My early life in India

An illustrated talk by Tony Glyn-Jones

Early Memories of India  -  1940 - 1947”

Tony, a Past President and long-standing member of the Club, gave an evocative, nostalgic and absorbing account of the seven years he spent as a child in India, while his father was a serving officer in the Indian Army there.

This was the period which spanned the later years of the Second World War and the run up to Indian Independence and Partition:  the last years of the British Raj that continues to fascinate the imagination of British people.

Tony’s talk was interesting not only for its content, based as it was on his own direct experience from a child’s perspective, but his visual presentation, based largely on his father’s movie films and photographs of family experiences and life in India at the time. These provided a rare and genuine insight into a lost world of India before Partition, of relationships between the British officers serving in the Indian army and those who worked with them – often surprisingly warm and affectionate, as in a 9 verse poem written by an Indian Supervisor on behalf of all his fellow military and supervisory employees in tribute to Tony’s father when he left his post as Officer Commanding, IEME  509 Command Workshops in Agra to return to the UK in December 1947.

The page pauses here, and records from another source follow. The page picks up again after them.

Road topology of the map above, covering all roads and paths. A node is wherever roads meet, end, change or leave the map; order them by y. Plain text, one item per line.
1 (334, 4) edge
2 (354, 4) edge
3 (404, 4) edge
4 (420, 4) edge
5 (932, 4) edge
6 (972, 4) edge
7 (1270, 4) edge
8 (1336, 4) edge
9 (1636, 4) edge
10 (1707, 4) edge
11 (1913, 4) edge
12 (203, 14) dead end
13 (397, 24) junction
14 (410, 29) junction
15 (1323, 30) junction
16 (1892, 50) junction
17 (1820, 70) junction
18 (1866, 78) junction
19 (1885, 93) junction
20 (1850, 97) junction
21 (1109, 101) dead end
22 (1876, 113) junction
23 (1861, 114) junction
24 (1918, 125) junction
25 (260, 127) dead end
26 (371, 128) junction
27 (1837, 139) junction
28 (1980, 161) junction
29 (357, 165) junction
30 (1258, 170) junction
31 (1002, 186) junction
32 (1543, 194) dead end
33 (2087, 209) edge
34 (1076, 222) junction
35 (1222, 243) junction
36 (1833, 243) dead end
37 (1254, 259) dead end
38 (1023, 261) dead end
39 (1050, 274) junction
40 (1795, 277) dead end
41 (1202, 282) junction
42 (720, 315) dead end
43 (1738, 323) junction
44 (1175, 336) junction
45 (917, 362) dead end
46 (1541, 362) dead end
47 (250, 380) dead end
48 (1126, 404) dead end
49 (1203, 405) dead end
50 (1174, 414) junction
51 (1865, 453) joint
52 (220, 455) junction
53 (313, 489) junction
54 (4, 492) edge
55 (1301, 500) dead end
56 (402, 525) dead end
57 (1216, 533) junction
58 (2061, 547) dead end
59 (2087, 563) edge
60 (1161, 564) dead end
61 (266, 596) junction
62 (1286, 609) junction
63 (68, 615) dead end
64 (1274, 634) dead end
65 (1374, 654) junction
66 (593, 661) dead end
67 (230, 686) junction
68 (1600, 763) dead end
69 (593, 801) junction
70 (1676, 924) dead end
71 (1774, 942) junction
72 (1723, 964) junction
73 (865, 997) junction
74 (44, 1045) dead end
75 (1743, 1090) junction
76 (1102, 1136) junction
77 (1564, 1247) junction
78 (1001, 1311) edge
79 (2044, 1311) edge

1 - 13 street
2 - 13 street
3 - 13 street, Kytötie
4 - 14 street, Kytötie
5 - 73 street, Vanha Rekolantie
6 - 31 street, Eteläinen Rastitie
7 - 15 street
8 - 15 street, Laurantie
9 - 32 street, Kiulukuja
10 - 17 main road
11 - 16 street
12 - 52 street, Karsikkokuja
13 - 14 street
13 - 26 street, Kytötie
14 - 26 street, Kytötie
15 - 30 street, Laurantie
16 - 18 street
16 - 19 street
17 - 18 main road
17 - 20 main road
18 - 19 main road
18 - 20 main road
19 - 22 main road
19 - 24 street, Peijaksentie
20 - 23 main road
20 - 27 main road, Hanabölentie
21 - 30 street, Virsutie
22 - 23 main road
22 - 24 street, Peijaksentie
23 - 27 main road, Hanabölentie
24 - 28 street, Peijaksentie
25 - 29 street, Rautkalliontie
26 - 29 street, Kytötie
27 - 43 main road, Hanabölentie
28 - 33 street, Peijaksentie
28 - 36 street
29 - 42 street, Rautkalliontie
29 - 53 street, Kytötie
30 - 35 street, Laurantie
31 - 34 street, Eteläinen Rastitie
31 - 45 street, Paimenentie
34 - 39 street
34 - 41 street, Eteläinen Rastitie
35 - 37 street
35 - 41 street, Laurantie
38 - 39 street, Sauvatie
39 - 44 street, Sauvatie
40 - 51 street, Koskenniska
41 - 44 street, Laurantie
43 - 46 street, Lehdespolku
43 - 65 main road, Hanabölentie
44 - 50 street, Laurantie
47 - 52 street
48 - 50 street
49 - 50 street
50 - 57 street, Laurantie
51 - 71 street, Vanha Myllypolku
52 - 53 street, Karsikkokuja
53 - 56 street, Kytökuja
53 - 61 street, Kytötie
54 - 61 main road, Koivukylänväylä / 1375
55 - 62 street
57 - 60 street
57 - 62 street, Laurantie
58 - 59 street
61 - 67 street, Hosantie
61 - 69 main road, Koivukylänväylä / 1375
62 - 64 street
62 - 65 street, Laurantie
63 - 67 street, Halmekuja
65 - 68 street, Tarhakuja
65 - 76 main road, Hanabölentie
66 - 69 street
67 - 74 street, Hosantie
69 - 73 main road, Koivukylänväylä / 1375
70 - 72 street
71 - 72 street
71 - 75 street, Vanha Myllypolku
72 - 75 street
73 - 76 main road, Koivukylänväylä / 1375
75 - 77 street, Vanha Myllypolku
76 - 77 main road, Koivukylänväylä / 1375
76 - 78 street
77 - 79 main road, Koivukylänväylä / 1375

We travelled in spirit with Tony’s father from the then Bombay to the North-West Frontier, to Rawalpindi , Quetta, Ranchi, Darjeeling, Simla and Agra. Coverage ranged from Indian rail journeys, crowded cities, scenes of the everyday life of ordinary Indians, to Service children’s parties and community celebrations, such as that for VE Day in 1945. We saw theTaj Mahal as it was then, with English children playing in gardens empty of tourists and aerial views of the same from a low-flying small plane – an exciting flight for the young Tony Glyn-Jones – plus a sparring match between Tony and the World Light Heavyweight Boxing Champion to be – the unforgettable Freddie  Mills.

All the film was of course originally produced without sound, but for this presentation was enhanced by amazingly realistic, perfectly synchronised sound effects thanks to the technical expertise of Peter Viney, who acted as Tony’s projectionist.

And ever present in spirit was the inspiration for this talk – Tony’s father Lt-Col R Glyn Jones, to whom it was a fitting tribute.